Voicing Resistance: A Youth-led Media Production Project listening party
Voicing Resistance: A Youth-led Media Production Project listening party, part of a 2024-2054 Hub residency with Listen Up Youth Radio, in The Hub on April 30, 2025.

The work of the College of Liberal Arts extends far beyond campus. As the heart of Minnesota’s flagship university, we’re deeply rooted in communities—those who learn with us, collaborate with us, and imagine new possibilities alongside us. Explore our 2025–26 Liberal Arts Engagement Hub Residencies and discover how these meaningful partnerships are advancing a culture of connection, creativity, and community engagement.

Aragti Wadaag: A Framework for Arts Organization-University Collaboration 

“Aragti Wadaag” is a collaborative initiative between Soomaal House of Art and the University of Minnesota’s Art Department to reimagine how institutions and communities partner. Through workshops, dialogues, and a public symposium, Somali artists and the Department’s faculty/students will co-create a framework for ethical collaboration—centering diaspora voices in decision-making. Outcomes include a public toolkit, advocacy pathways for Somali artists, and policy reforms to address historic inequities. Hosted at The Hub, this project leverages its hybrid space and anti-racist mission to foster reciprocity, ensuring Somali narratives shape institutional futures.

Funding for this residency is supported in part by the Art Department.

Envisioning Our Liberation: Youth Forums for Advocacy, Kinship, & Storytelling

In partnership with the University of Minnesota’s Rev. Dr. Martin Luther King Jr. ProgramStoryArk’s Youth Executive Board (YEB) will host a series of three youth-centered forums during the 2025–2026 academic year. These gatherings will bring together high school youth, college students, and their affiliated programs and organizations to build relationships, engage in meaningful dialogue, navigate challenging experiences, and collaborate on storytelling-based advocacy to amplify youth voices to inspire change. Rooted in Paulo Freire’s Pedagogy of the Oppressed, the forums will empower participants to reflect critically, engage in collective action, and explore storytelling—including podcasting, creative writing, and visual arts—as a powerful tool for social justice.

This initiative aims to cultivate youth leadership, foster cross-community collaboration, and create a brave, inclusive space for addressing systemic inequities. The culminating exhibition will showcase the creative projects and insights developed throughout the year. Hosted at the Liberal Arts Engagement Hub, this residency will amplify youth voices and strengthen connections between high school youth, university students, and community groups, ensuring that young people are equipped—and supported—to lead change in their communities.

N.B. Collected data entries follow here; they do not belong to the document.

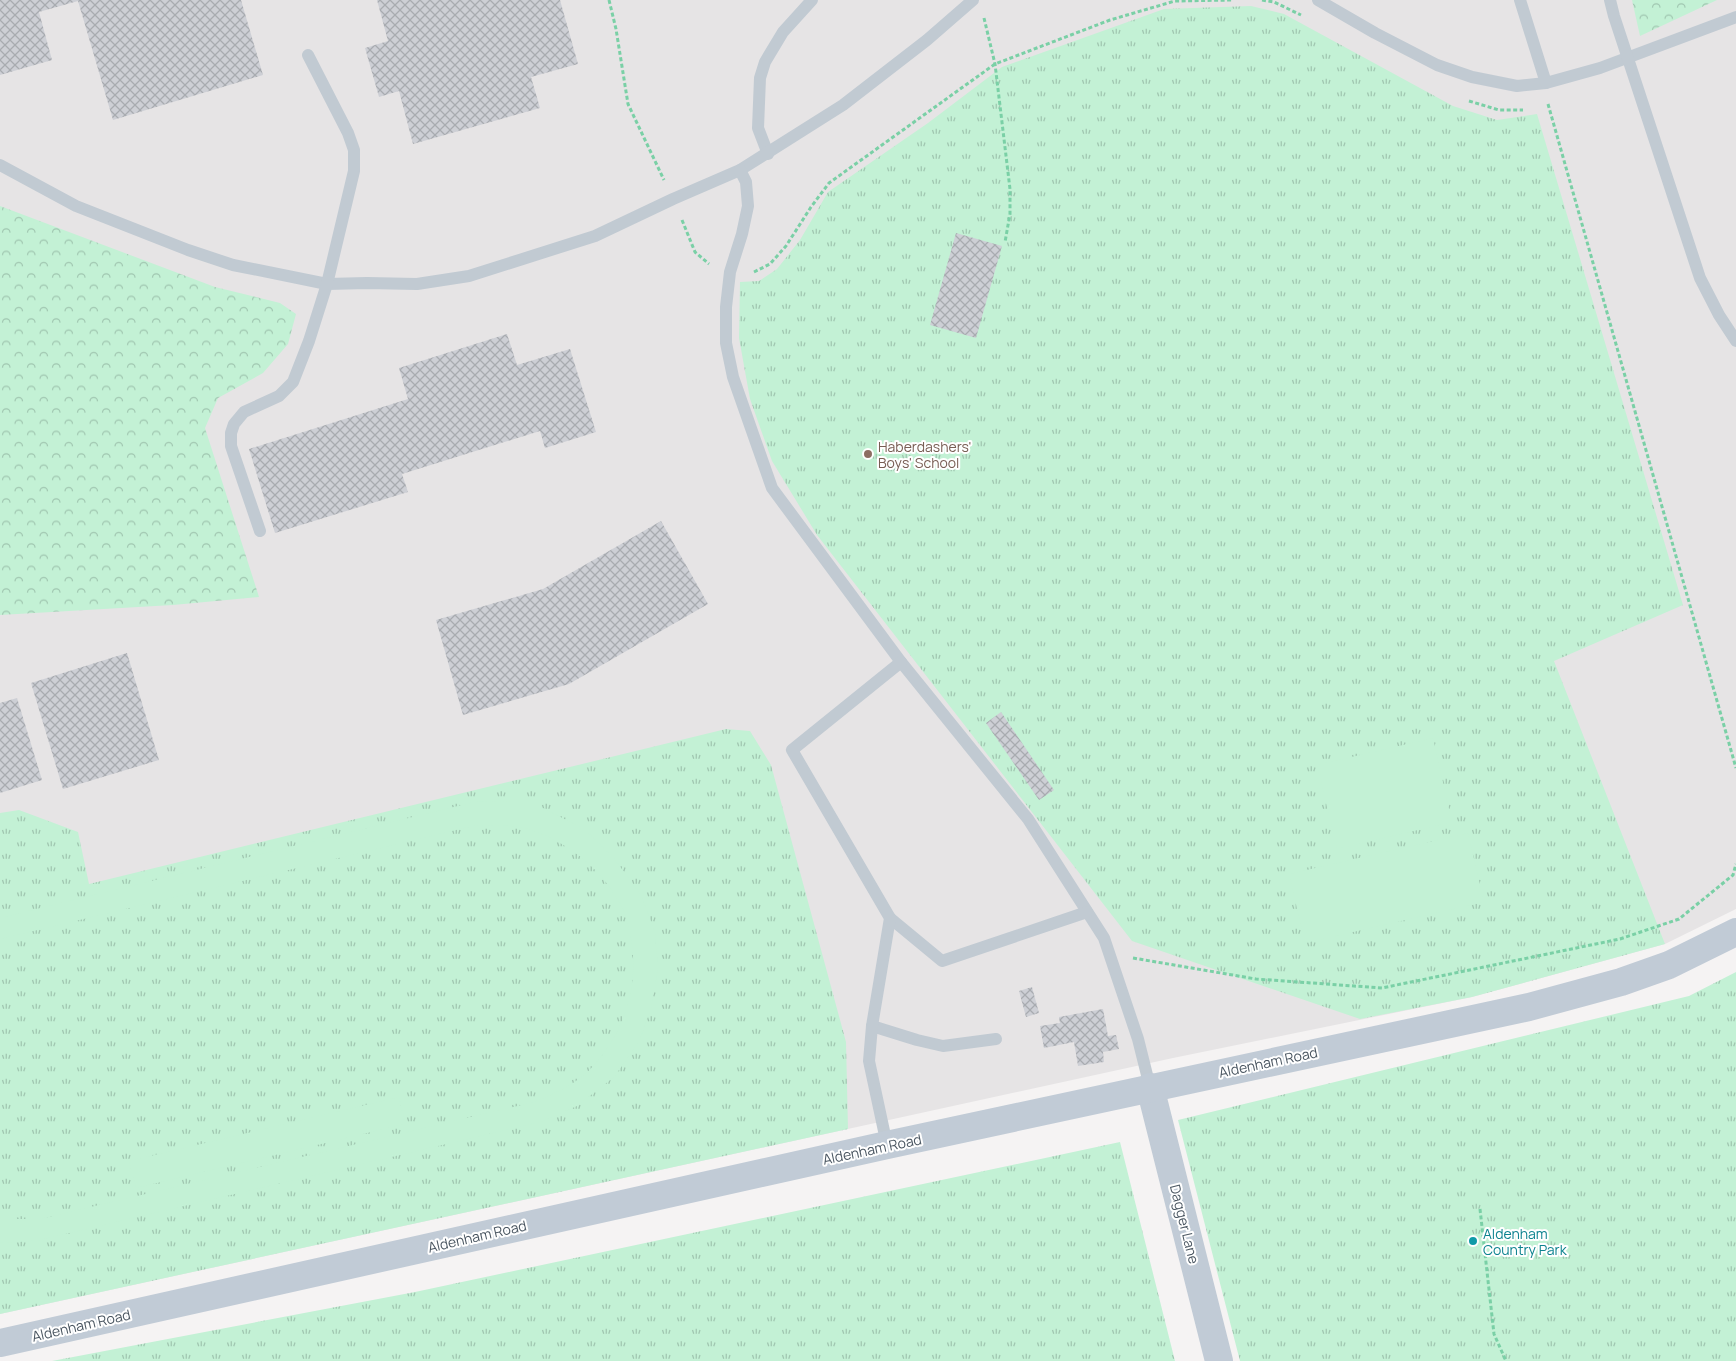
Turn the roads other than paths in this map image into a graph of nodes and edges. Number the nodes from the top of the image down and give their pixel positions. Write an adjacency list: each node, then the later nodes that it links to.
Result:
1 (812, 0): 10 (lane)
2 (973, 0): 10 (lane)
3 (1318, 0): 9 (lane)
4 (1520, 0): 9 (lane)
5 (1610, 0): 8 (lane)
6 (1736, 17): 8 (lane)
7 (308, 55): 13 (lane)
8 (1628, 58): 9 (lane); 14 (lane)
9 (1546, 83)
10 (768, 154): 12 (lane)
11 (0, 165): 13 (lane)
12 (740, 170): 13 (lane); 16 (lane)
13 (327, 284): 15 (lane)
14 (1736, 342)
15 (260, 531)
16 (901, 662): 17 (lane); 18 (lane)
17 (1088, 912): 18 (lane); 22 (lane)
18 (890, 918): 20 (lane)
19 (1736, 932): 22 (street, Aldenham Road)
20 (872, 1026): 21 (lane); 23 (lane)
21 (996, 1039)
22 (1150, 1088): 23 (street, Aldenham Road); 25 (street, Dagger Lane)
23 (887, 1145): 24 (street, Aldenham Road)
24 (0, 1343)
25 (1219, 1361)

Glendale’s Resistance: Home, History, and Power of Section 9 Public Housing

“Glendale’s Resistance” seeks to preserve the history, contributions, and social justice activism of the Glendale Townhomes community. Glendale is Minneapolis's last remaining Section 9 public housing community for families. Amid persistent threats of demolition, displacement, and gentrification, the project will engage the University of Minnesota community in a critical dialogue about the value of Section 9 public housing. We will conduct a series of public programming events, including workshops, an exhibition showing, and a panel discussion with national scholars of public housing, housing justice activists, and tenant organizers. The goal is to use the resistance from tenants as a teaching tool to protect and advocate for building more Section 9 public housing that can address Minneapolis's current housing crisis. This project is a collaboration between Defend Glendale & Public Housing Coalition and the Heritage Studies & Public History Graduate Program.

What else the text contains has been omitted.